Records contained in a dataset

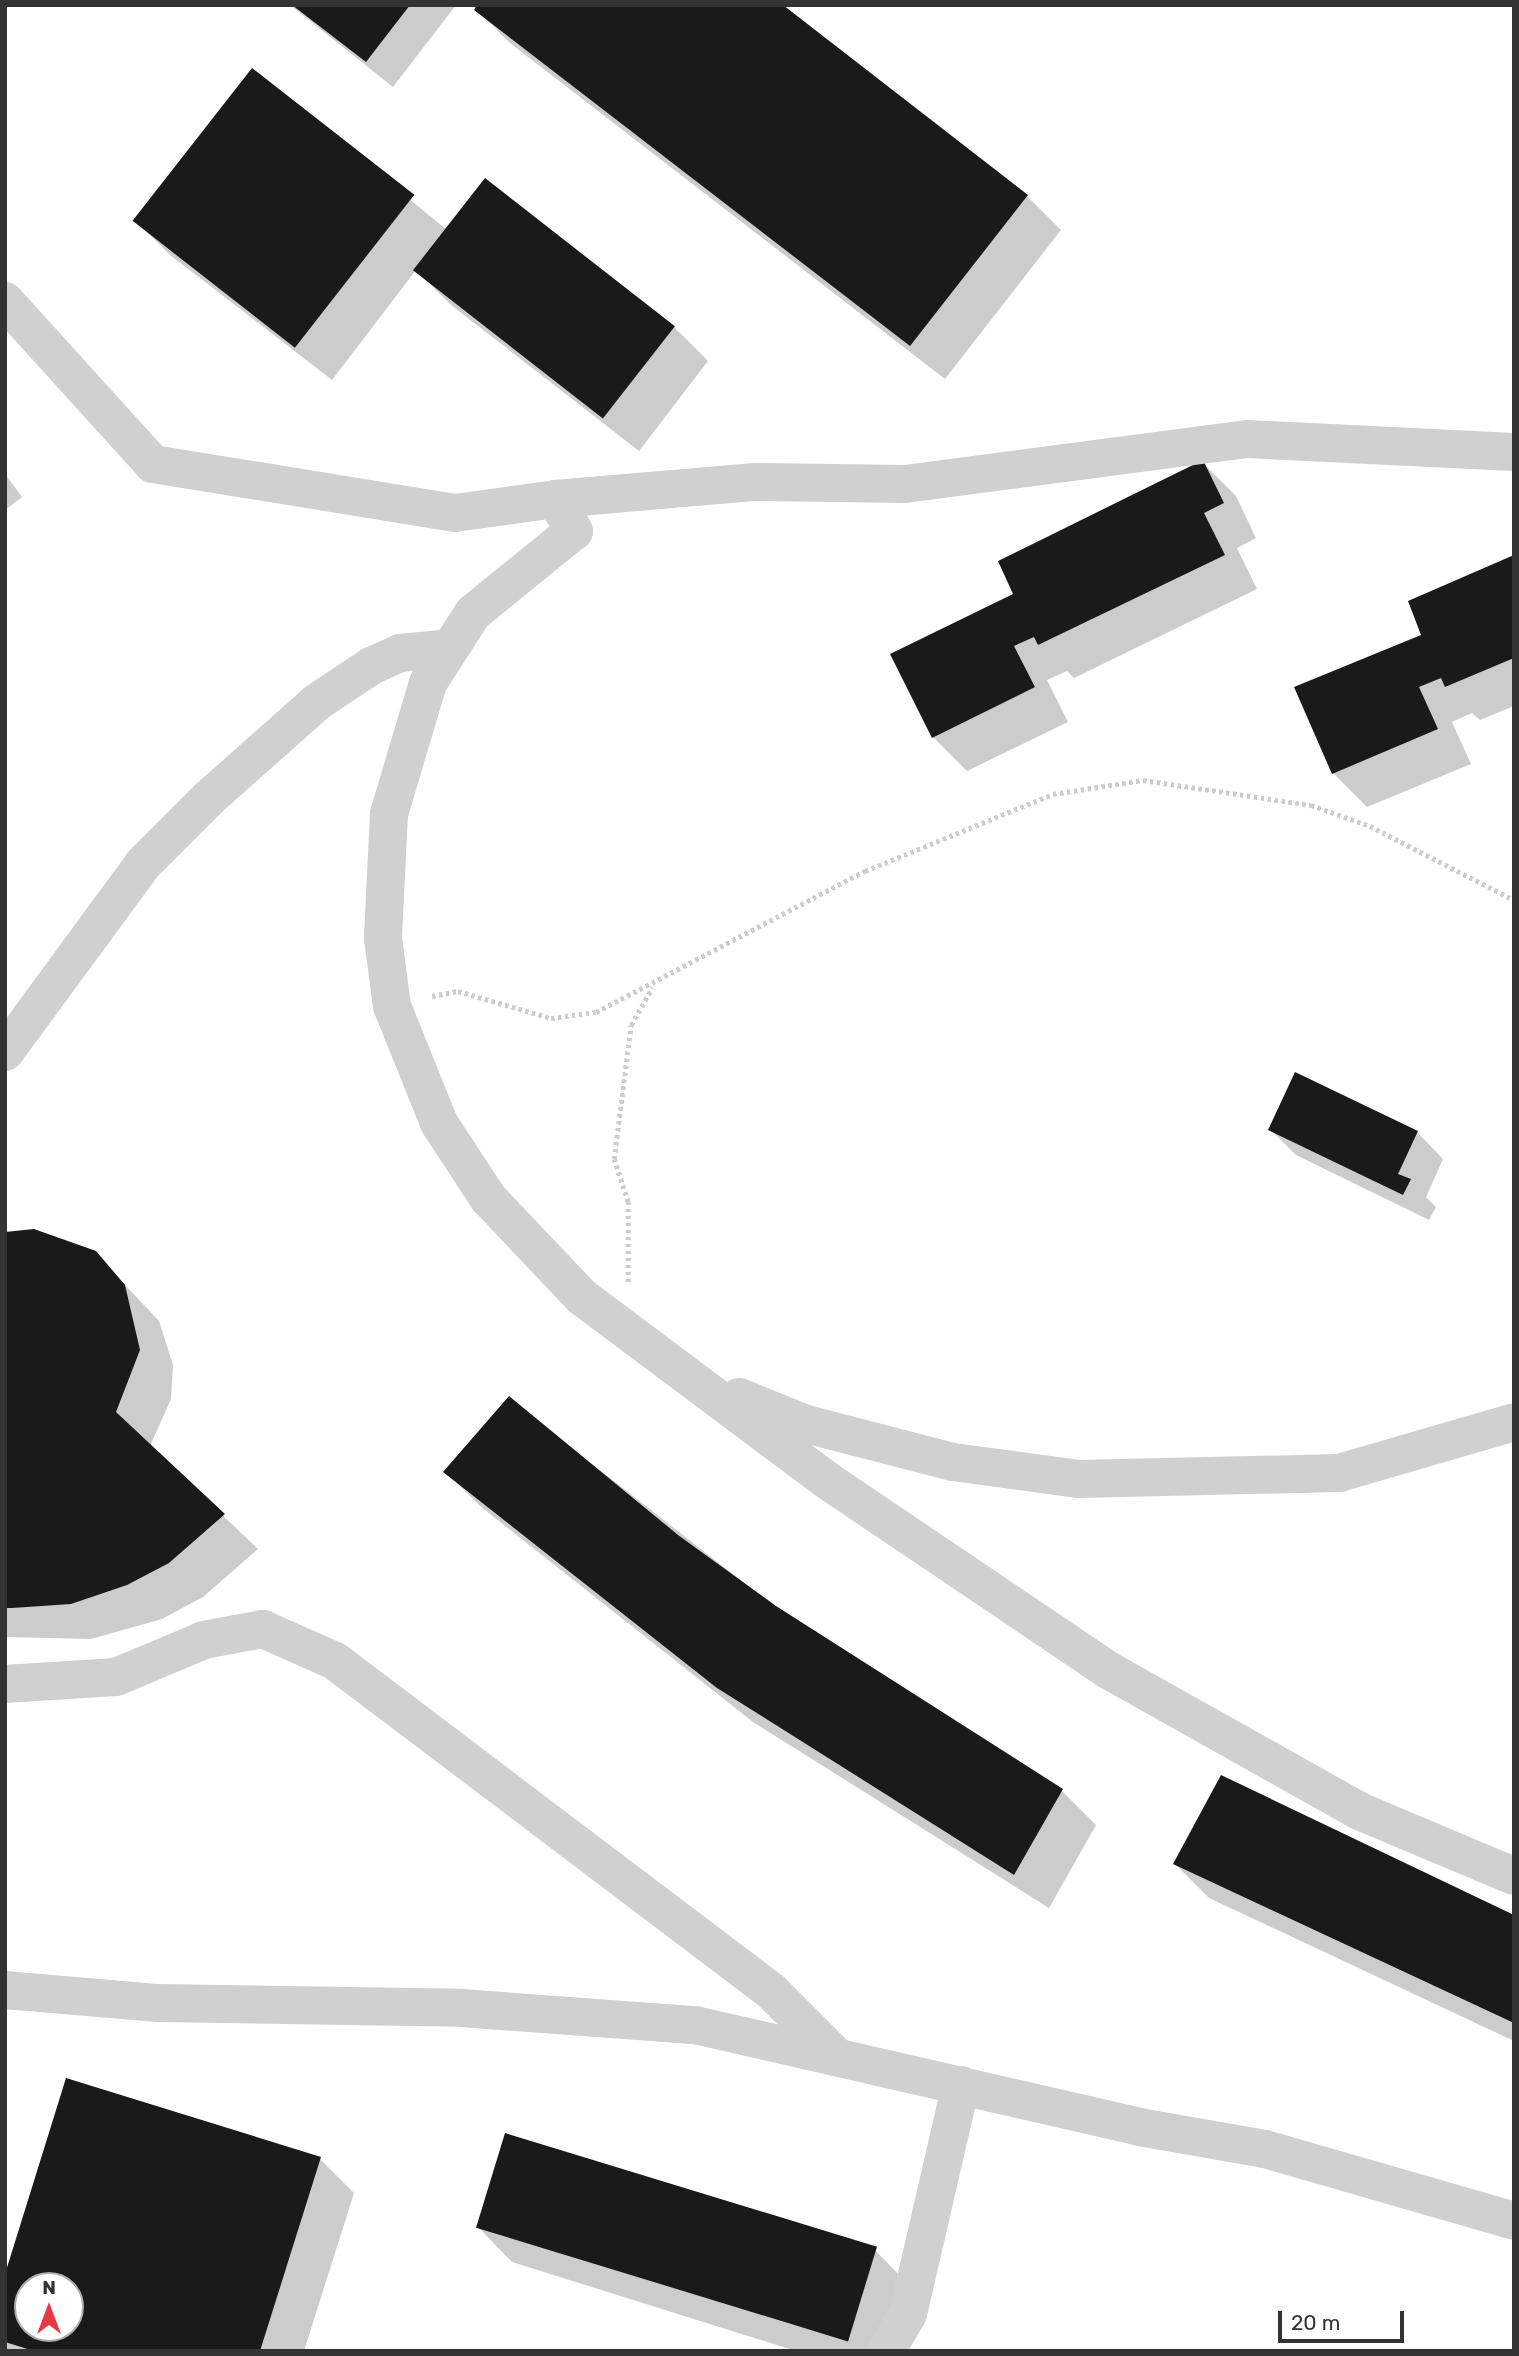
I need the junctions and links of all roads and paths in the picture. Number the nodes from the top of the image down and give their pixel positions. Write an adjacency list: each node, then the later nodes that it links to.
1 (5, 301): 3 (street)
2 (1514, 452): 3 (street)
3 (556, 499): 4 (street)
4 (450, 648): 7 (street); 8 (street)
5 (1514, 900): 6 (path)
6 (653, 988): 7 (path); 9 (path)
7 (392, 1006): 9 (street)
8 (5, 1052)
9 (608, 1317): 10 (street)
10 (688, 1377): 11 (street); 13 (street)
11 (1514, 1422)
12 (5, 1684): 15 (street)
13 (1514, 1876)
14 (5, 1990): 15 (street)
15 (834, 2054): 16 (street)
16 (961, 2085): 17 (street); 18 (street)
17 (1514, 2221)
18 (886, 2351)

▸ **TASK BRIEF**
Give the entries above again word for word, without any pictures.

▸ **ANSWER SPACE**
I need the junctions and links of all roads and paths in the picture. Number the nodes from the top of the image down and give their pixel positions. Write an adjacency list: each node, then the later nodes that it links to.
1 (5, 301): 3 (street)
2 (1514, 452): 3 (street)
3 (556, 499): 4 (street)
4 (450, 648): 7 (street); 8 (street)
5 (1514, 900): 6 (path)
6 (653, 988): 7 (path); 9 (path)
7 (392, 1006): 9 (street)
8 (5, 1052)
9 (608, 1317): 10 (street)
10 (688, 1377): 11 (street); 13 (street)
11 (1514, 1422)
12 (5, 1684): 15 (street)
13 (1514, 1876)
14 (5, 1990): 15 (street)
15 (834, 2054): 16 (street)
16 (961, 2085): 17 (street); 18 (street)
17 (1514, 2221)
18 (886, 2351)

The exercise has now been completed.